[core] Use annotations to resolve rule dependencies to frameworks by oowekyala · Pull Request #437 · pmd/pmd

oowekyala · 2017-06-11T16:04:53Z

Changes description:

Rules written in Java can now use annotations to specify their dependencies to a specific framework (@UsesDfa, @UsesTypeResolution, @UsesMetrics). The concept can be extended to other languages.

Rationale:

Atm these dependencies must be specified as an xml attribute in the ruleset. However, the dependencies really are part of the implementation of the rules, and the rules can't work properly without them. For example, DataflowAnomalyAnalysisRule throws hundreds of NPEs if the dfa="true" attribute is ommited in the xml. Correct me if I'm wrong, but that's not a feature, that's a bug.

I think it's safer that those dependencies be specified with the implementation of the rule (and annotations are an elegant way to do so). That way, the user need not worry about them (the implementation is none of their concern), and their rulesets can be a little bit cleaner. And of course old rulesets still work.

Possible improvements and discussion

One thing could justify the need for a dfa attribute, and it would be precisely to set it to false: should a user not want to use DFA (for performance issues, or benchmarking), setting the attribute to false should deactivate the rule (to prevent its malfunction). I could implement that if you agree.
Do you think the class attribute of a <rule> tag is necessary? I understand it helps the user find the class if they want to modify it, but wouldn't rulesets be easier to make and read if we could identify the class of the rule from its name?
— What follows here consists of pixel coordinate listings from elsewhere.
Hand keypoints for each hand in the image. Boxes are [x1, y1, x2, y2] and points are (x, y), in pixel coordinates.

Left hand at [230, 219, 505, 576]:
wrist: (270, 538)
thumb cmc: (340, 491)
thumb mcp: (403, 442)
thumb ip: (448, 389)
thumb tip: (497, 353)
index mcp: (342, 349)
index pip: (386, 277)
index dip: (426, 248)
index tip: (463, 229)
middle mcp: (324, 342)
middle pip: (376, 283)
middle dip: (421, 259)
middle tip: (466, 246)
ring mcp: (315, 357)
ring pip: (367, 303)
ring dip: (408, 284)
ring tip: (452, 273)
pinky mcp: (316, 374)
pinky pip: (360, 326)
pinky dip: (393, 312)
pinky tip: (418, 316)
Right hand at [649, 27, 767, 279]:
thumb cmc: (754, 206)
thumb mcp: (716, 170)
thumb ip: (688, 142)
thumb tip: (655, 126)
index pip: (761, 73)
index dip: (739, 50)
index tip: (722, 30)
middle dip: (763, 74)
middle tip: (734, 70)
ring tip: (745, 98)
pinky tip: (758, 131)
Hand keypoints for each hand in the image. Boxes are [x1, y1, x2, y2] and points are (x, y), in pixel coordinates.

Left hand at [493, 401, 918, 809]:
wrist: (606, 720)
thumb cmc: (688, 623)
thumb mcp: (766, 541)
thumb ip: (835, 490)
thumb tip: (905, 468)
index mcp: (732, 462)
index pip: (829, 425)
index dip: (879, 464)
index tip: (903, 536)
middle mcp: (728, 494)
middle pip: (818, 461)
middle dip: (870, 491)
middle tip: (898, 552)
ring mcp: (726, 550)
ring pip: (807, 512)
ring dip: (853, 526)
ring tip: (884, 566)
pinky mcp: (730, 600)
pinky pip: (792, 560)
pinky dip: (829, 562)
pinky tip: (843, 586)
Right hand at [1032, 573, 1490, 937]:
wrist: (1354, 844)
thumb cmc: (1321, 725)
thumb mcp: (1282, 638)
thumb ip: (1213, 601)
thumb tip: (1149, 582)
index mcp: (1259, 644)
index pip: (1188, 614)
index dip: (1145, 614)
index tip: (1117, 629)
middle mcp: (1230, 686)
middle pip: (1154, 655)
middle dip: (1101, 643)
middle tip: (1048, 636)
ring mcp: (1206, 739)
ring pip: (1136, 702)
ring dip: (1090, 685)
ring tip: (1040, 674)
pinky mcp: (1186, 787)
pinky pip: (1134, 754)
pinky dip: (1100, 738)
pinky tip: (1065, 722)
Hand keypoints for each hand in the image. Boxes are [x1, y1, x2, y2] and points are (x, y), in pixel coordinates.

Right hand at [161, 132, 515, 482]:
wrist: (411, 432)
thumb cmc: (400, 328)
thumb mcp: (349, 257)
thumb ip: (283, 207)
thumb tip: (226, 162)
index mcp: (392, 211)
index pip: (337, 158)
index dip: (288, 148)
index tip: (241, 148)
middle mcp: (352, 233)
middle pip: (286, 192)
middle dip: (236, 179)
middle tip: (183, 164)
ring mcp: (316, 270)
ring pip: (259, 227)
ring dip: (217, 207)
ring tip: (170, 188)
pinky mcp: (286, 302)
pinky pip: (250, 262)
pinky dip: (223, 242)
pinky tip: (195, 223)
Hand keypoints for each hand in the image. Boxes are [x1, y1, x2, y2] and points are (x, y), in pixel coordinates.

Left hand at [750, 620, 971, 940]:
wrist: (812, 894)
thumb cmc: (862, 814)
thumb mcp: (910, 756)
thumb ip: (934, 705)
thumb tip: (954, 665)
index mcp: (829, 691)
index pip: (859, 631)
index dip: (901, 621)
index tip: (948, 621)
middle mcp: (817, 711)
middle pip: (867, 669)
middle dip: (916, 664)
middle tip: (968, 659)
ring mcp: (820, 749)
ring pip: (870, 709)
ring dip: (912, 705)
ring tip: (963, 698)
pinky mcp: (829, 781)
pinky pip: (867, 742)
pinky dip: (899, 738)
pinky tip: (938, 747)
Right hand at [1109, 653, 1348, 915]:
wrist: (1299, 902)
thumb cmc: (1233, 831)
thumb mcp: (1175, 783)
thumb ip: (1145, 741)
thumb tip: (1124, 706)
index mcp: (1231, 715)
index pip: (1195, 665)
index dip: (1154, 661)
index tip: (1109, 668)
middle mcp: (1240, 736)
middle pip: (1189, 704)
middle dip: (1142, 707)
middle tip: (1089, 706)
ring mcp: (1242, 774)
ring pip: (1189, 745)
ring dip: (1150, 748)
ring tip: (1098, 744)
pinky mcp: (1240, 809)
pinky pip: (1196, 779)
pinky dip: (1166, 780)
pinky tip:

jsotuyod · 2017-06-12T21:56:33Z

@oowekyala this is really interesting. I have to confess I've been thinking about this myself (actually, I even spent some time pondering on this earlier today!).

Pros of this approach:

ease of use
self containment of the rule (keep all implementation details in a single place)

Cons of this approach:

the startup penalty of using reflection (not necessarily significant)
the possible inconsistencies (have the XML say it's false, and the annotation it's true, and you end up with bugs, misconfigured rules enabling features they don't really need or a very confused developer)
this alone doesn't guarantee self-containment yet. Messages, description, and rule setup (class reference / site url) are all still done in the ruleset.xml
there is no way to kill the XML tags AFAIK, since XPath rules wouldn't be able to use annotations; and I don't think we can tell ahead if an XPath expression uses a function short of awefull and hacky regular expressions; so we are stuck with 2 different ways to do the same, and therefore loose consistency

I think this is very interesting, but needs a deep discussion and a proper planning on how such feature should work / rollout plan shall we decide to proceed with it.

oowekyala · 2017-06-13T15:48:57Z

@jsotuyod Thanks for your input!

I don't think the startup penalty would be significant. Besides, we already use reflection through instantiating rules with newInstance ^^

I agree we must think more deeply about how to tackle inconsistencies between the ruleset and the implementation of the rules. Dependencies are part of the implementation of a rule, so it makes sense that Java rules declare theirs inside the class and not the ruleset. However XPath rules have their implementation contained in the rulesets files, so we could make it compulsory for xpath rules to declare their dependencies, something like declaring an xpath rule like the following:

<rule name="xxx"
      description="xxxx" >
      <xpath>
          <dependencies typeResolution="true" /> <!-- the others are implicitly false -->
          <expression>
 <![CDATA[
//ForStatement (...)
 ]]>
          </expression>
      </xpath>
</rule>

This would make it implicit that the class is net.sourceforge.pmd.lang.rule.XPathRule, but make the dependencies explicit (the dependencies tag would be required) and warn programmers to declare them. Moreover it would encapsulate the actual implementation of XPath rules (instances of XPathRule with an xpath property), which might do us some good should we tweak it oneday.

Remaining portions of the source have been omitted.